Listed entries Start Marker

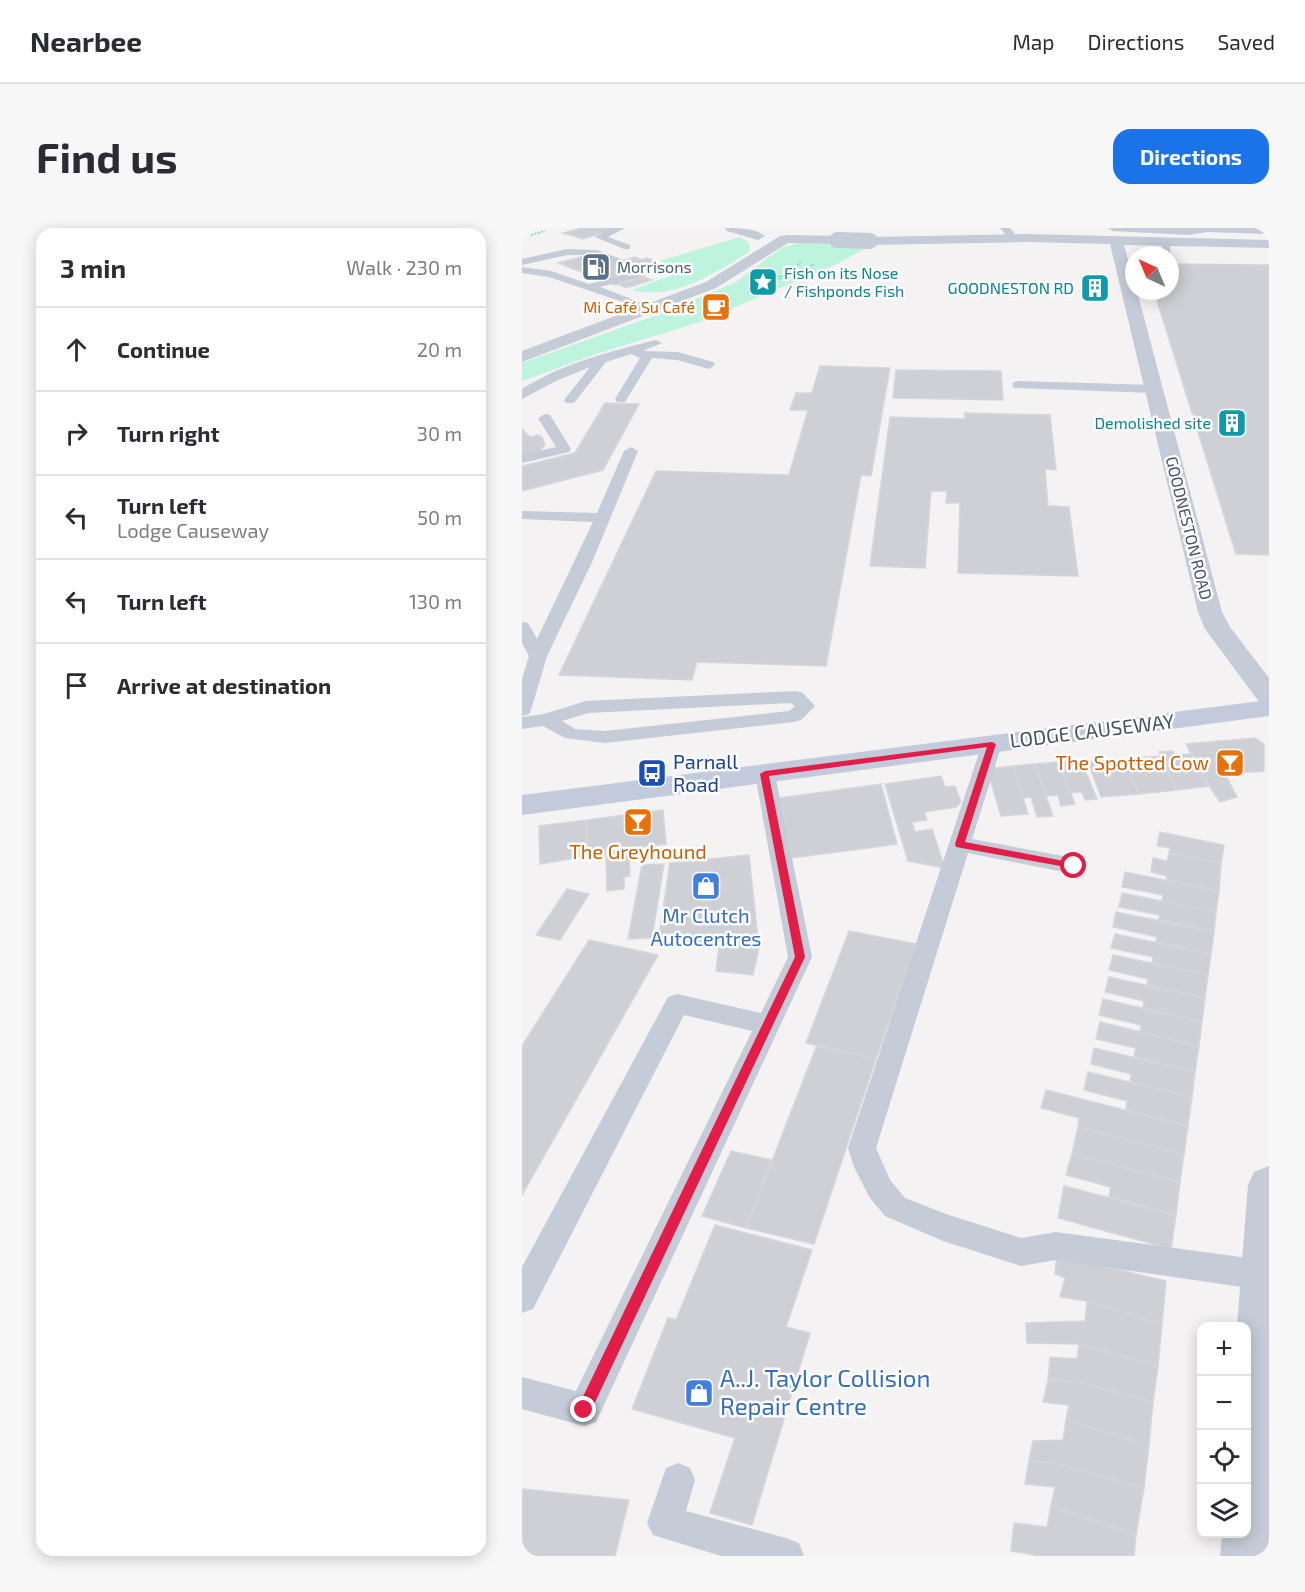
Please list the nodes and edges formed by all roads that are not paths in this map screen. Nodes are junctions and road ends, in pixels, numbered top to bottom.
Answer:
1 (620, 228) edge
2 (732, 228) edge
3 (1112, 231) edge
4 (1269, 231) edge
5 (792, 233) edge
6 (1009, 233) edge
7 (764, 235) edge
8 (1269, 243) edge
9 (627, 247) dead end
10 (567, 252) junction
11 (594, 252) junction
12 (550, 256) junction
13 (756, 256) junction
14 (631, 258) dead end
15 (522, 262) edge
16 (570, 264) dead end
17 (522, 270) edge
18 (591, 273) dead end
19 (629, 276) junction
20 (611, 281) junction
21 (588, 287) junction
22 (653, 309) junction
23 (656, 343) dead end
24 (624, 354) junction
25 (648, 355) junction
26 (522, 357) edge
27 (601, 361) junction
28 (709, 365) dead end
29 (1018, 385) dead end
30 (1154, 389) junction
31 (522, 395) edge
32 (621, 399) dead end
33 (570, 400) dead end
34 (545, 418) dead end
35 (631, 451) dead end
36 (522, 459) edge
37 (522, 515) edge
38 (603, 518) junction
39 (522, 627) edge
40 (538, 656) junction
41 (1269, 696) edge
42 (1269, 708) edge
43 (522, 710) edge
44 (546, 720) junction
45 (522, 723) edge
46 (992, 744) junction
47 (765, 774) junction
48 (522, 805) edge
49 (960, 844) junction
50 (1074, 866) dead end
51 (766, 1024) junction
52 (1269, 1185) edge
53 (1263, 1275) junction
54 (522, 1298) edge
55 (522, 1393) edge
56 (678, 1480) dead end
57 (786, 1556) edge
58 (1246, 1556) edge

1 - 9 lane
2 - 7 street
3 - 4 lane
3 - 6 street
3 - 8 street
3 - 30 street, GOODNESTON ROAD
5 - 6 street, bridge
5 - 7 street
5 - 13 street
7 - 13 street
10 - 11 lane
10 - 12 lane
10 - 19 lane
11 - 14 lane
11 - 19 lane
12 - 15 lane
12 - 16 lane
13 - 22 street
17 - 21 lane
18 - 20 lane
19 - 20 lane
20 - 21 lane
21 - 22 lane
22 - 26 street
23 - 24 lane
24 - 25 lane
24 - 27 lane
25 - 28 lane
25 - 32 lane
27 - 31 lane
27 - 33 lane
29 - 30 lane
30 - 41 street, GOODNESTON ROAD
34 - 36 lane
35 - 38 lane
37 - 38 lane
38 - 40 lane
39 - 40 lane
40 - 43 lane
42 - 46 main road, LODGE CAUSEWAY
44 - 44 lane
44 - 45 lane
46 - 47 main road, LODGE CAUSEWAY
46 - 49 lane
47 - 48 main road, LODGE CAUSEWAY
47 - 51 lane
49 - 50 lane
49 - 53 lane
51 - 54 lane
51 - 55 lane
52 - 53 street
53 - 58 street
56 - 57 lane

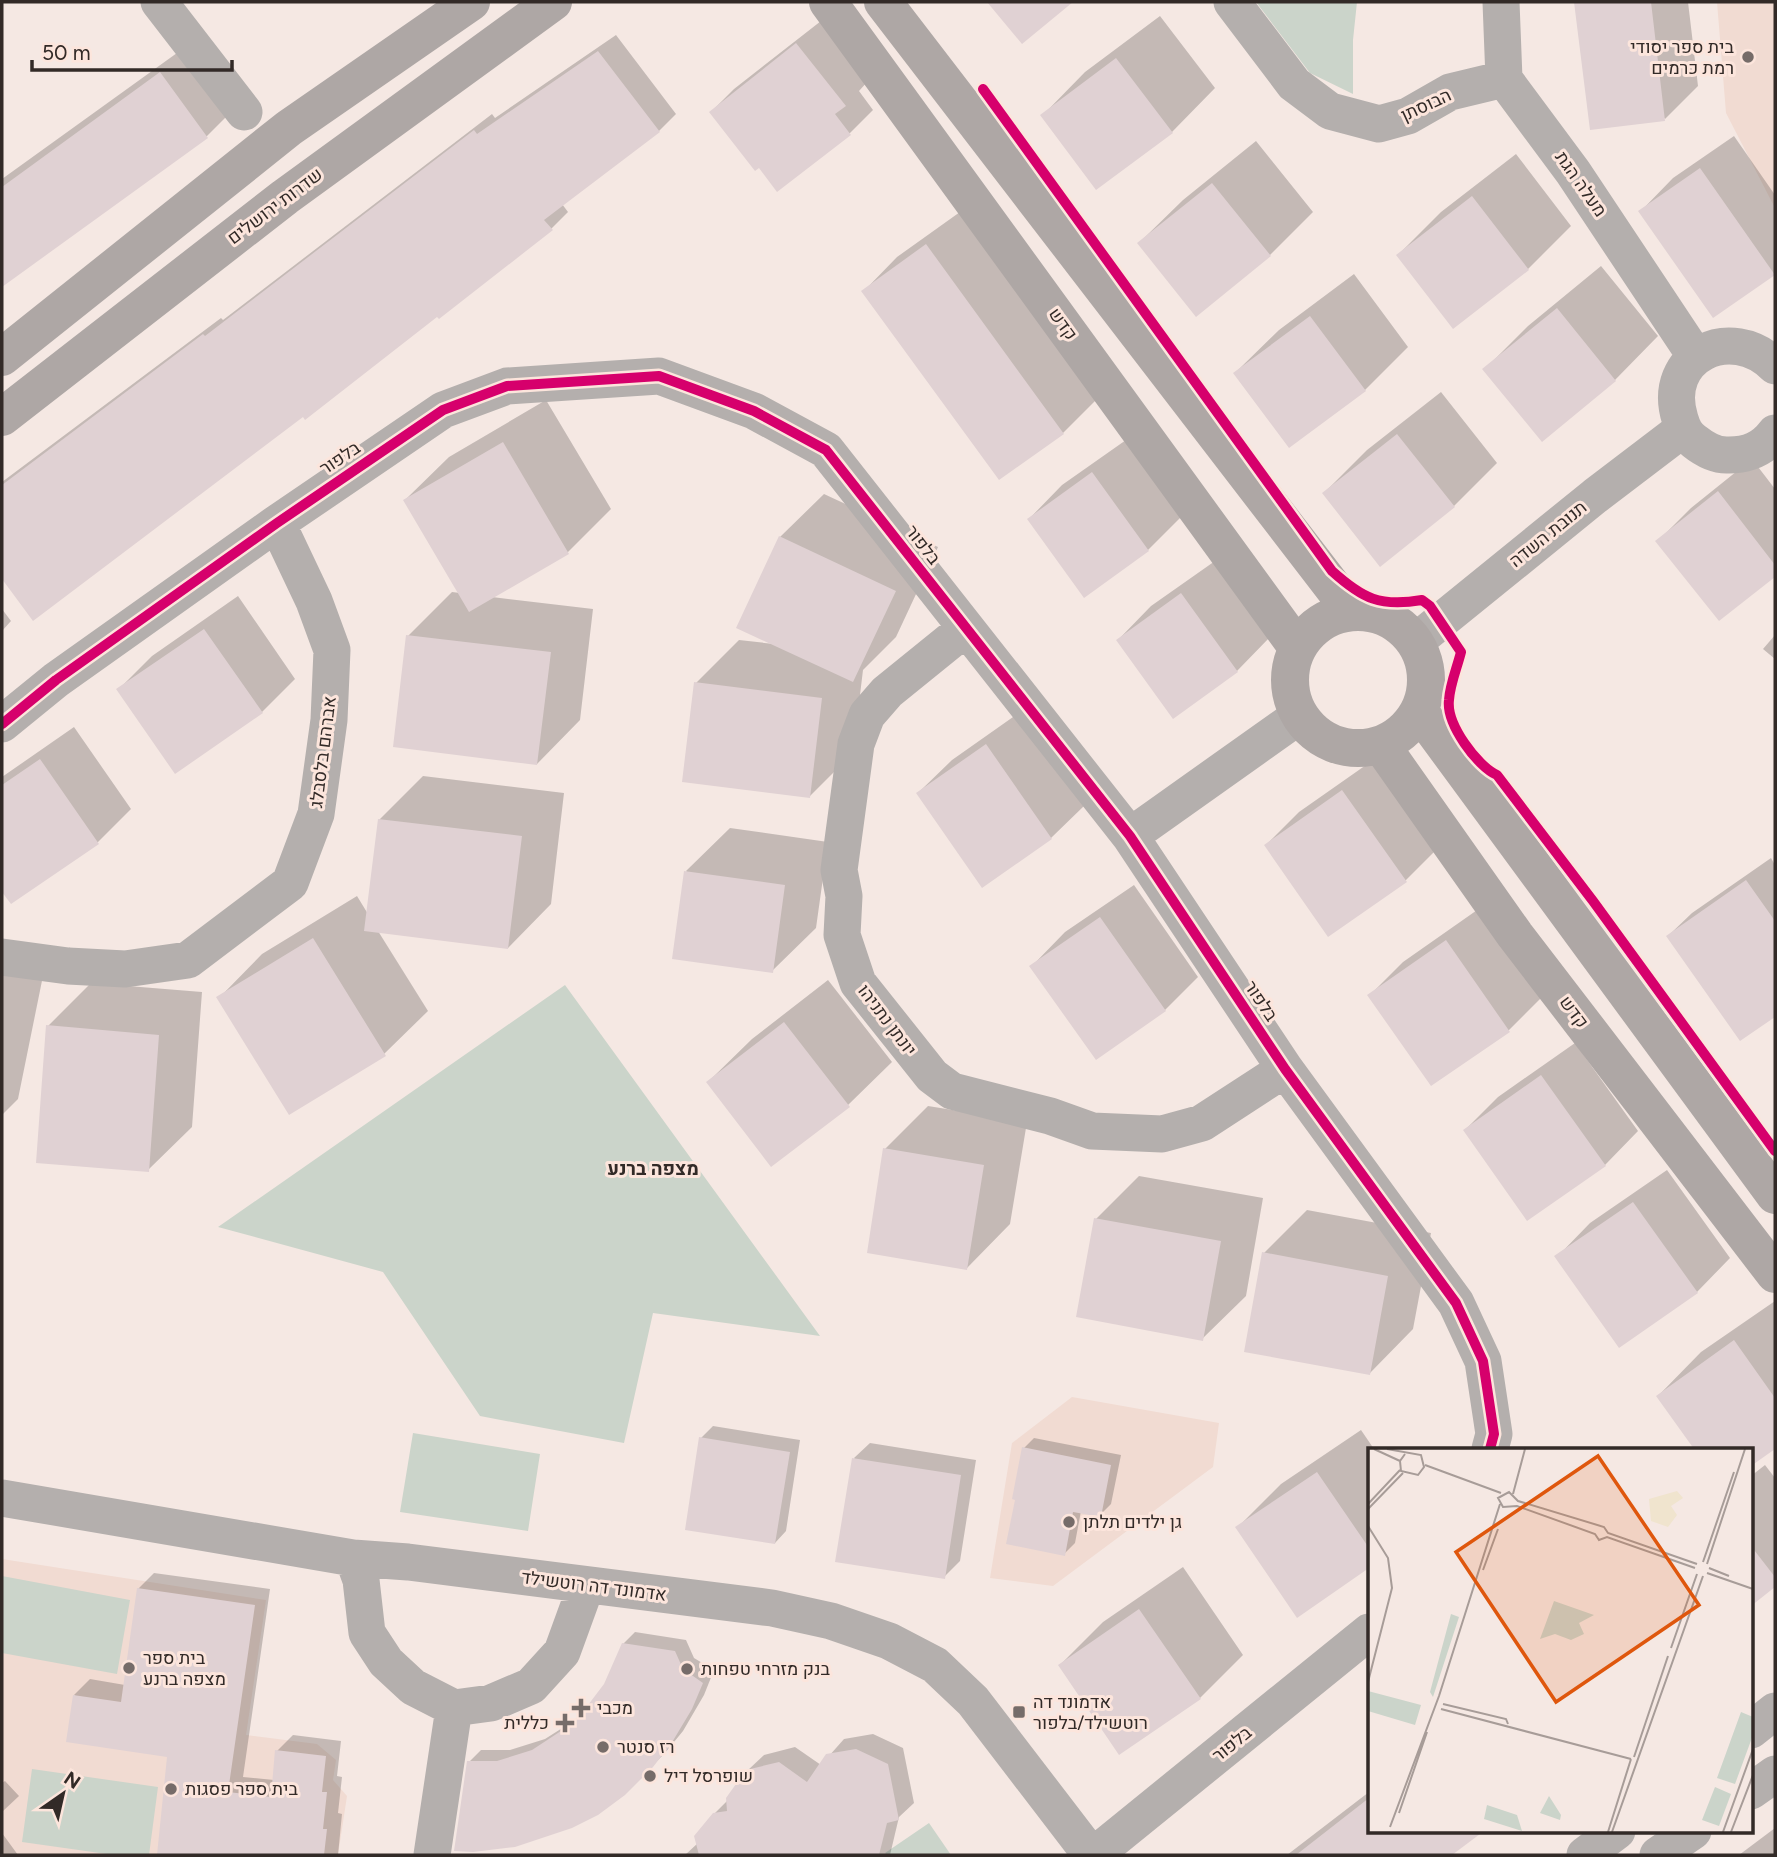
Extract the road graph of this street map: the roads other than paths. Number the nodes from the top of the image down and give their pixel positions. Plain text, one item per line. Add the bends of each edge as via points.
1 (159, 2) edge
2 (471, 2) edge
3 (553, 2) edge
4 (828, 2) edge
5 (883, 2) edge
6 (1232, 2) edge
7 (1501, 2) edge
8 (1504, 79) junction
9 (268, 145) junction
10 (2, 357) edge
11 (1696, 357) junction
12 (1772, 357) edge
13 (2, 417) edge
14 (1683, 429) junction
15 (1771, 449) edge
16 (277, 523) junction
17 (1352, 612) junction
18 (966, 628) junction
19 (1415, 642) junction
20 (1297, 647) junction
21 (1420, 712) junction
22 (1299, 716) junction
23 (2, 724) edge
24 (1381, 746) junction
25 (1130, 836) junction
26 (2, 957) edge
27 (1285, 1069) junction
28 (1775, 1195) edge
29 (1775, 1274) edge
30 (1490, 1448) edge
31 (2, 1498) edge
32 (354, 1558) junction
33 (586, 1586) junction
34 (1368, 1633) edge
35 (454, 1708) junction
36 (1775, 1711) edge
37 (1752, 1729) edge
38 (1775, 1774) edge
39 (1752, 1790) edge
40 (1616, 1832) edge
41 (1692, 1832) edge
42 (432, 1855) edge
43 (1093, 1855) edge
44 (1585, 1855) edge
45 (1658, 1855) edge

1 - 9 street via 255,103
2 - 9 main road
3 - 13 main road, שדרות ירושלים via 285,197
4 - 20 main road, קדש
5 - 17 main road
6 - 8 street, הבוסתן via 1294,84 1330,111 1379,124 1408,116 1450,92
7 - 8 street
8 - 11 street, מעלה הגת via 1573,172
9 - 10 main road
11 - 12 street via 1729,344
11 - 14 street via 1677,386 1675,404
14 - 15 street via 1704,449 1723,456
14 - 19 street, תנובת השדה
16 - 18 street, בלפור via 443,410 506,386 659,376 754,411 826,450
16 - 23 street, בלפור via 56,680
16 - 26 street, אברהם בלסבלג via 332,650 329,720 316,814 290,883 188,960 125,969
17 - 19 main road via 1388,618
17 - 20 main road via 1330,617
18 - 25 street, בלפור
18 - 27 street, יונתן נתניהו via 887,692 867,715 856,744 839,870 844,896 842,935 858,983 932,1076 952,1091 1092,1131 1163,1134 1202,1123
19 - 21 main road via 1427,677
20 - 22 main road via 1290,670
21 - 24 main road via 1409,727
21 - 28 main road
22 - 24 main road via 1334,745
22 - 25 street
24 - 29 main road, קדש via 1515,935
25 - 27 street, בלפור
27 - 30 street, בלפור via 1456,1303 1483,1361 1494,1434
31 - 32 street, אדמונד דה רוטשילד
32 - 33 street, אדמונד דה רוטשילד
32 - 35 street via 367,1633 386,1662 413,1687
33 - 35 street via 562,1651 531,1686 491,1703
33 - 43 street, אדמונד דה רוטשילד via 772,1608 831,1621 889,1641 935,1665 974,1700
34 - 43 street, בלפור
35 - 42 street
36 - 37 street
38 - 39 street
40 - 44 street
41 - 45 street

Listed entries End Marker

### Task requirements
The answer should be the complete listing, set down exactly, without pictures.

### Problem solution
Please list the nodes and edges formed by all roads that are not paths in this map screen. Nodes are junctions and road ends, in pixels, numbered top to bottom.
Answer:
1 (620, 228) edge
2 (732, 228) edge
3 (1112, 231) edge
4 (1269, 231) edge
5 (792, 233) edge
6 (1009, 233) edge
7 (764, 235) edge
8 (1269, 243) edge
9 (627, 247) dead end
10 (567, 252) junction
11 (594, 252) junction
12 (550, 256) junction
13 (756, 256) junction
14 (631, 258) dead end
15 (522, 262) edge
16 (570, 264) dead end
17 (522, 270) edge
18 (591, 273) dead end
19 (629, 276) junction
20 (611, 281) junction
21 (588, 287) junction
22 (653, 309) junction
23 (656, 343) dead end
24 (624, 354) junction
25 (648, 355) junction
26 (522, 357) edge
27 (601, 361) junction
28 (709, 365) dead end
29 (1018, 385) dead end
30 (1154, 389) junction
31 (522, 395) edge
32 (621, 399) dead end
33 (570, 400) dead end
34 (545, 418) dead end
35 (631, 451) dead end
36 (522, 459) edge
37 (522, 515) edge
38 (603, 518) junction
39 (522, 627) edge
40 (538, 656) junction
41 (1269, 696) edge
42 (1269, 708) edge
43 (522, 710) edge
44 (546, 720) junction
45 (522, 723) edge
46 (992, 744) junction
47 (765, 774) junction
48 (522, 805) edge
49 (960, 844) junction
50 (1074, 866) dead end
51 (766, 1024) junction
52 (1269, 1185) edge
53 (1263, 1275) junction
54 (522, 1298) edge
55 (522, 1393) edge
56 (678, 1480) dead end
57 (786, 1556) edge
58 (1246, 1556) edge

1 - 9 lane
2 - 7 street
3 - 4 lane
3 - 6 street
3 - 8 street
3 - 30 street, GOODNESTON ROAD
5 - 6 street, bridge
5 - 7 street
5 - 13 street
7 - 13 street
10 - 11 lane
10 - 12 lane
10 - 19 lane
11 - 14 lane
11 - 19 lane
12 - 15 lane
12 - 16 lane
13 - 22 street
17 - 21 lane
18 - 20 lane
19 - 20 lane
20 - 21 lane
21 - 22 lane
22 - 26 street
23 - 24 lane
24 - 25 lane
24 - 27 lane
25 - 28 lane
25 - 32 lane
27 - 31 lane
27 - 33 lane
29 - 30 lane
30 - 41 street, GOODNESTON ROAD
34 - 36 lane
35 - 38 lane
37 - 38 lane
38 - 40 lane
39 - 40 lane
40 - 43 lane
42 - 46 main road, LODGE CAUSEWAY
44 - 44 lane
44 - 45 lane
46 - 47 main road, LODGE CAUSEWAY
46 - 49 lane
47 - 48 main road, LODGE CAUSEWAY
47 - 51 lane
49 - 50 lane
49 - 53 lane
51 - 54 lane
51 - 55 lane
52 - 53 street
53 - 58 street
56 - 57 lane

Extract the road graph of this street map: the roads other than paths. Number the nodes from the top of the image down and give their pixel positions. Plain text, one item per line. Add the bends of each edge as via points.
1 (159, 2) edge
2 (471, 2) edge
3 (553, 2) edge
4 (828, 2) edge
5 (883, 2) edge
6 (1232, 2) edge
7 (1501, 2) edge
8 (1504, 79) junction
9 (268, 145) junction
10 (2, 357) edge
11 (1696, 357) junction
12 (1772, 357) edge
13 (2, 417) edge
14 (1683, 429) junction
15 (1771, 449) edge
16 (277, 523) junction
17 (1352, 612) junction
18 (966, 628) junction
19 (1415, 642) junction
20 (1297, 647) junction
21 (1420, 712) junction
22 (1299, 716) junction
23 (2, 724) edge
24 (1381, 746) junction
25 (1130, 836) junction
26 (2, 957) edge
27 (1285, 1069) junction
28 (1775, 1195) edge
29 (1775, 1274) edge
30 (1490, 1448) edge
31 (2, 1498) edge
32 (354, 1558) junction
33 (586, 1586) junction
34 (1368, 1633) edge
35 (454, 1708) junction
36 (1775, 1711) edge
37 (1752, 1729) edge
38 (1775, 1774) edge
39 (1752, 1790) edge
40 (1616, 1832) edge
41 (1692, 1832) edge
42 (432, 1855) edge
43 (1093, 1855) edge
44 (1585, 1855) edge
45 (1658, 1855) edge

1 - 9 street via 255,103
2 - 9 main road
3 - 13 main road, שדרות ירושלים via 285,197
4 - 20 main road, קדש
5 - 17 main road
6 - 8 street, הבוסתן via 1294,84 1330,111 1379,124 1408,116 1450,92
7 - 8 street
8 - 11 street, מעלה הגת via 1573,172
9 - 10 main road
11 - 12 street via 1729,344
11 - 14 street via 1677,386 1675,404
14 - 15 street via 1704,449 1723,456
14 - 19 street, תנובת השדה
16 - 18 street, בלפור via 443,410 506,386 659,376 754,411 826,450
16 - 23 street, בלפור via 56,680
16 - 26 street, אברהם בלסבלג via 332,650 329,720 316,814 290,883 188,960 125,969
17 - 19 main road via 1388,618
17 - 20 main road via 1330,617
18 - 25 street, בלפור
18 - 27 street, יונתן נתניהו via 887,692 867,715 856,744 839,870 844,896 842,935 858,983 932,1076 952,1091 1092,1131 1163,1134 1202,1123
19 - 21 main road via 1427,677
20 - 22 main road via 1290,670
21 - 24 main road via 1409,727
21 - 28 main road
22 - 24 main road via 1334,745
22 - 25 street
24 - 29 main road, קדש via 1515,935
25 - 27 street, בלפור
27 - 30 street, בלפור via 1456,1303 1483,1361 1494,1434
31 - 32 street, אדמונד דה רוטשילד
32 - 33 street, אדמונד דה רוטשילד
32 - 35 street via 367,1633 386,1662 413,1687
33 - 35 street via 562,1651 531,1686 491,1703
33 - 43 street, אדמונד דה רוטשילד via 772,1608 831,1621 889,1641 935,1665 974,1700
34 - 43 street, בלפור
35 - 42 street
36 - 37 street
38 - 39 street
40 - 44 street
41 - 45 street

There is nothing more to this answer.